### [DATA SHOWN]
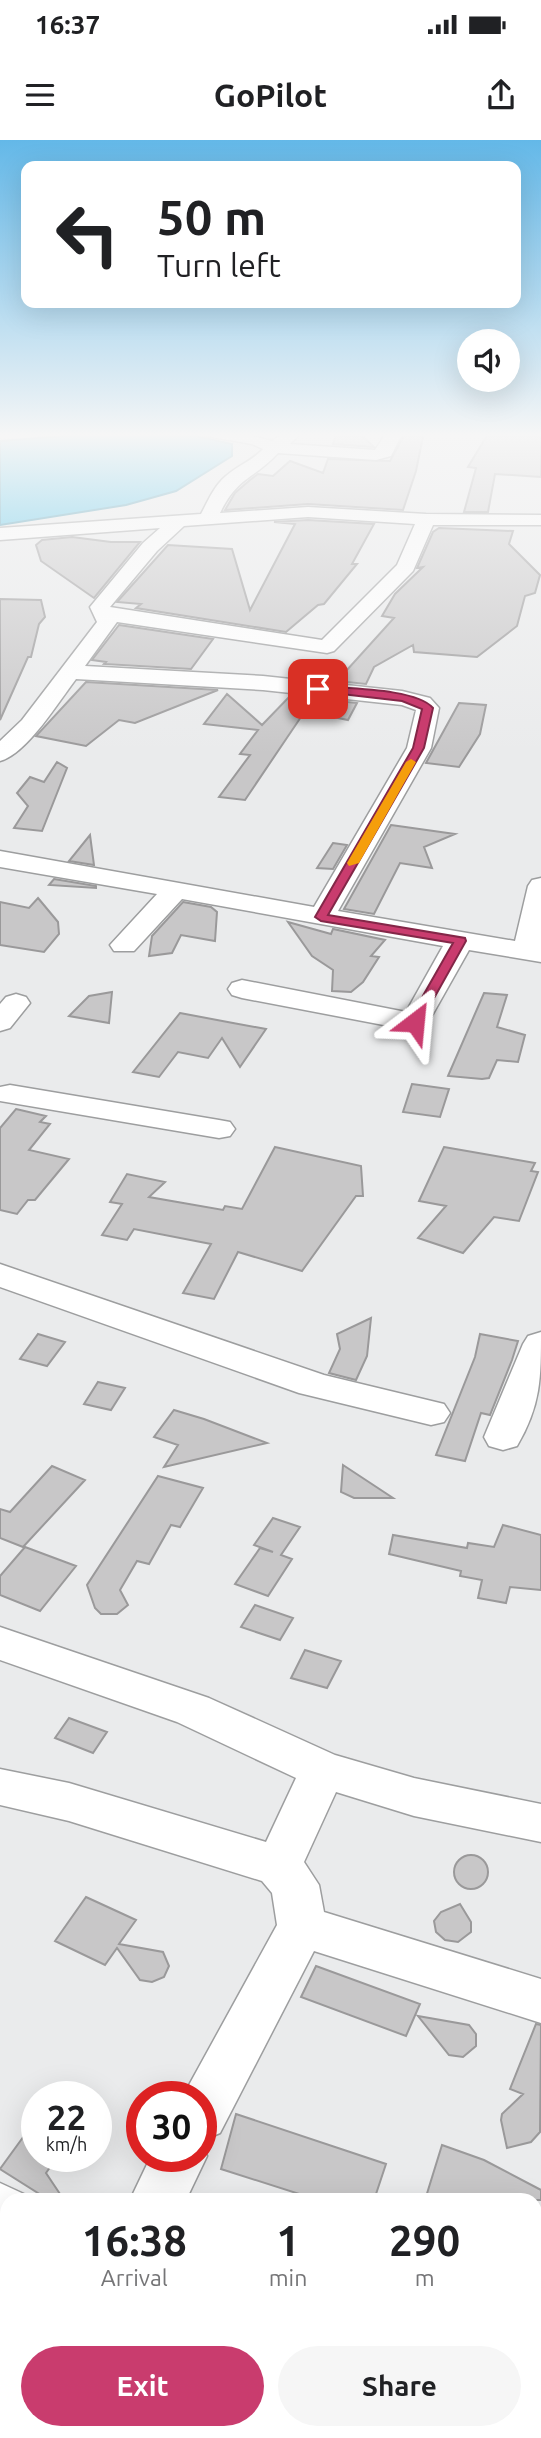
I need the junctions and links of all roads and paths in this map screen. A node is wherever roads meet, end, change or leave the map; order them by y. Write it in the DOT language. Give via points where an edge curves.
graph roads {
  1 [pos="158,539"];
  2 [pos="418,539"];
  3 [pos="103,614"];
  4 [pos="70,672"];
  5 [pos="0,754"];
  6 [pos="0,859"];
  7 [pos="541,887"];
  8 [pos="177,888"];
  9 [pos="321,917"];
  10 [pos="460,941"];
  11 [pos="124,945"];
  12 [pos="534,952"];
  13 [pos="242,989"];
  14 [pos="4,1097"];
  15 [pos="219,1129"];
  16 [pos="0,1275"];
  17 [pos="541,1344"];
  18 [pos="431,1413"];
  19 [pos="503,1437"];
  20 [pos="0,1643"];
  21 [pos="323,1770"];
  22 [pos="0,1787"];
  23 [pos="541,1823"];
  24 [pos="278,1866"];
  25 [pos="302,1926"];
  26 [pos="541,2001"];
  27 [pos="217,2086"];
  28 [pos="172,2172"];
  29 [pos="161,2193"];
  1 -- 3 [label="street" via="100,607"];
  2 -- 3 [label="street" via="406,567 327,647"];
  3 -- 4 [label="street" via="107,622"];
  4 -- 5 [label="street" via="30,725"];
  4 -- 9 [label="street" via="263,683 402,698 428,708 419,748"];
  6 -- 8 [label="street"];
  7 -- 12 [label="street"];
  8 -- 9 [label="street"];
  8 -- 11 [label="street"];
  9 -- 10 [label="street"];
  10 -- 12 [label="street"];
  10 -- 13 [label="street" via="415,1022"];
  14 -- 15 [label="street"];
  16 -- 18 [label="street" via="312,1384"];
  17 -- 19 [label="street"];
  20 -- 21 [label="street" via="193,1710"];
  21 -- 23 [label="street" via="414,1797"];
  21 -- 24 [label="street"];
  22 -- 24 [label="street" via="69,1802"];
  24 -- 25 [label="street" via="295,1885"];
  25 -- 26 [label="street"];
  25 -- 27 [label="street"];
  28 -- 29 [label="street"];
}
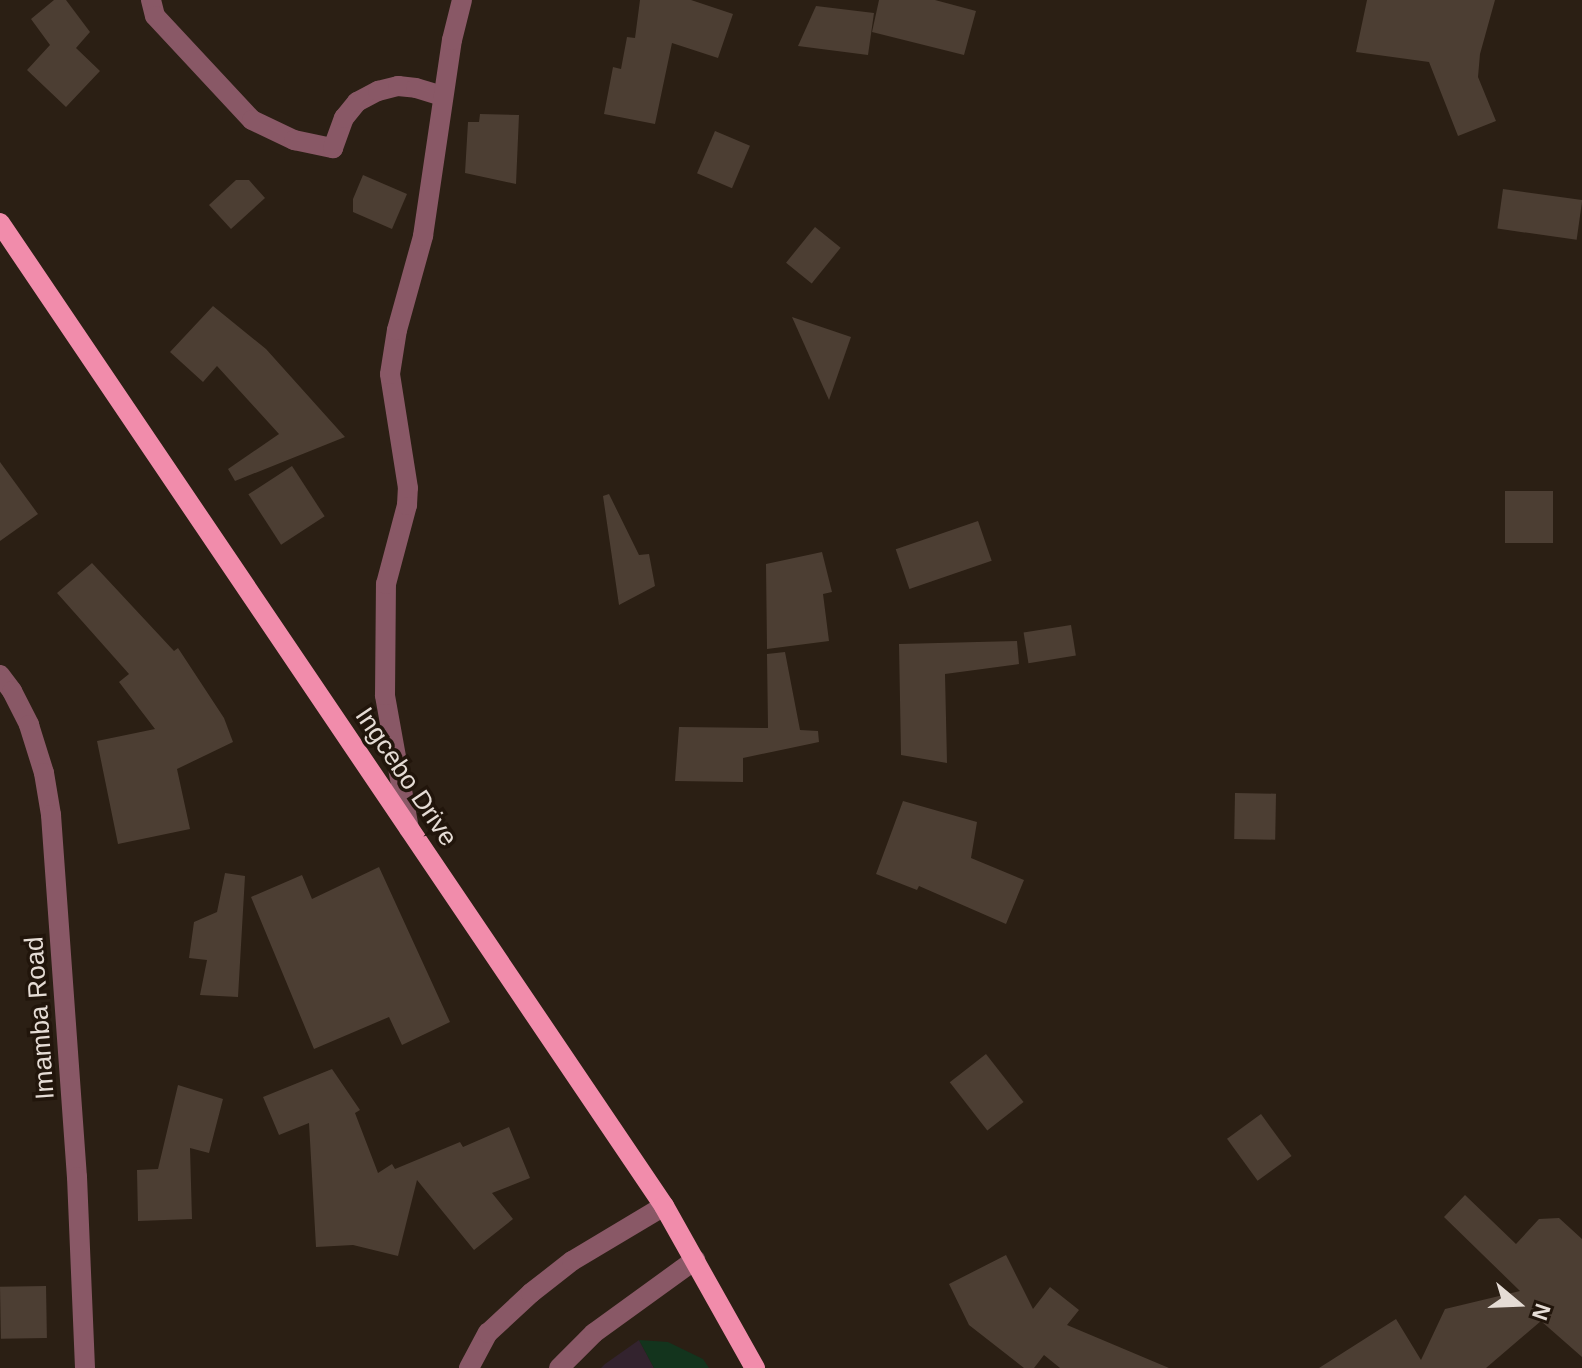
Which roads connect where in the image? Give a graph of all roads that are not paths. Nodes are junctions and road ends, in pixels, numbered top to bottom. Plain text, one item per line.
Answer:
1 (151, 0) edge
2 (462, 0) edge
3 (443, 96) junction
4 (0, 223) edge
5 (0, 675) edge
6 (409, 829) junction
7 (664, 1206) junction
8 (695, 1260) junction
9 (85, 1368) edge
10 (469, 1368) edge
11 (559, 1368) edge
12 (755, 1368) edge

1 - 3 street
2 - 3 street
3 - 6 street
4 - 6 main road, Ingcebo Drive
5 - 9 street, Imamba Road
6 - 7 main road, Ingcebo Drive
7 - 8 main road, Ingcebo Drive
7 - 10 street
8 - 11 street
8 - 12 main road, Ingcebo Drive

### [TRY IT]
When you print the records above, keep them exact and leave out the pictures.

### [FINISHED EXERCISE]
I need the junctions and links of all roads and paths in this map screen. A node is wherever roads meet, end, change or leave the map; order them by y. Write it in the DOT language. Give via points where an edge curves.
graph roads {
  1 [pos="158,539"];
  2 [pos="418,539"];
  3 [pos="103,614"];
  4 [pos="70,672"];
  5 [pos="0,754"];
  6 [pos="0,859"];
  7 [pos="541,887"];
  8 [pos="177,888"];
  9 [pos="321,917"];
  10 [pos="460,941"];
  11 [pos="124,945"];
  12 [pos="534,952"];
  13 [pos="242,989"];
  14 [pos="4,1097"];
  15 [pos="219,1129"];
  16 [pos="0,1275"];
  17 [pos="541,1344"];
  18 [pos="431,1413"];
  19 [pos="503,1437"];
  20 [pos="0,1643"];
  21 [pos="323,1770"];
  22 [pos="0,1787"];
  23 [pos="541,1823"];
  24 [pos="278,1866"];
  25 [pos="302,1926"];
  26 [pos="541,2001"];
  27 [pos="217,2086"];
  28 [pos="172,2172"];
  29 [pos="161,2193"];
  1 -- 3 [label="street" via="100,607"];
  2 -- 3 [label="street" via="406,567 327,647"];
  3 -- 4 [label="street" via="107,622"];
  4 -- 5 [label="street" via="30,725"];
  4 -- 9 [label="street" via="263,683 402,698 428,708 419,748"];
  6 -- 8 [label="street"];
  7 -- 12 [label="street"];
  8 -- 9 [label="street"];
  8 -- 11 [label="street"];
  9 -- 10 [label="street"];
  10 -- 12 [label="street"];
  10 -- 13 [label="street" via="415,1022"];
  14 -- 15 [label="street"];
  16 -- 18 [label="street" via="312,1384"];
  17 -- 19 [label="street"];
  20 -- 21 [label="street" via="193,1710"];
  21 -- 23 [label="street" via="414,1797"];
  21 -- 24 [label="street"];
  22 -- 24 [label="street" via="69,1802"];
  24 -- 25 [label="street" via="295,1885"];
  25 -- 26 [label="street"];
  25 -- 27 [label="street"];
  28 -- 29 [label="street"];
}
Which roads connect where in the image? Give a graph of all roads that are not paths. Nodes are junctions and road ends, in pixels, numbered top to bottom. Plain text, one item per line.
Answer:
1 (151, 0) edge
2 (462, 0) edge
3 (443, 96) junction
4 (0, 223) edge
5 (0, 675) edge
6 (409, 829) junction
7 (664, 1206) junction
8 (695, 1260) junction
9 (85, 1368) edge
10 (469, 1368) edge
11 (559, 1368) edge
12 (755, 1368) edge

1 - 3 street
2 - 3 street
3 - 6 street
4 - 6 main road, Ingcebo Drive
5 - 9 street, Imamba Road
6 - 7 main road, Ingcebo Drive
7 - 8 main road, Ingcebo Drive
7 - 10 street
8 - 11 street
8 - 12 main road, Ingcebo Drive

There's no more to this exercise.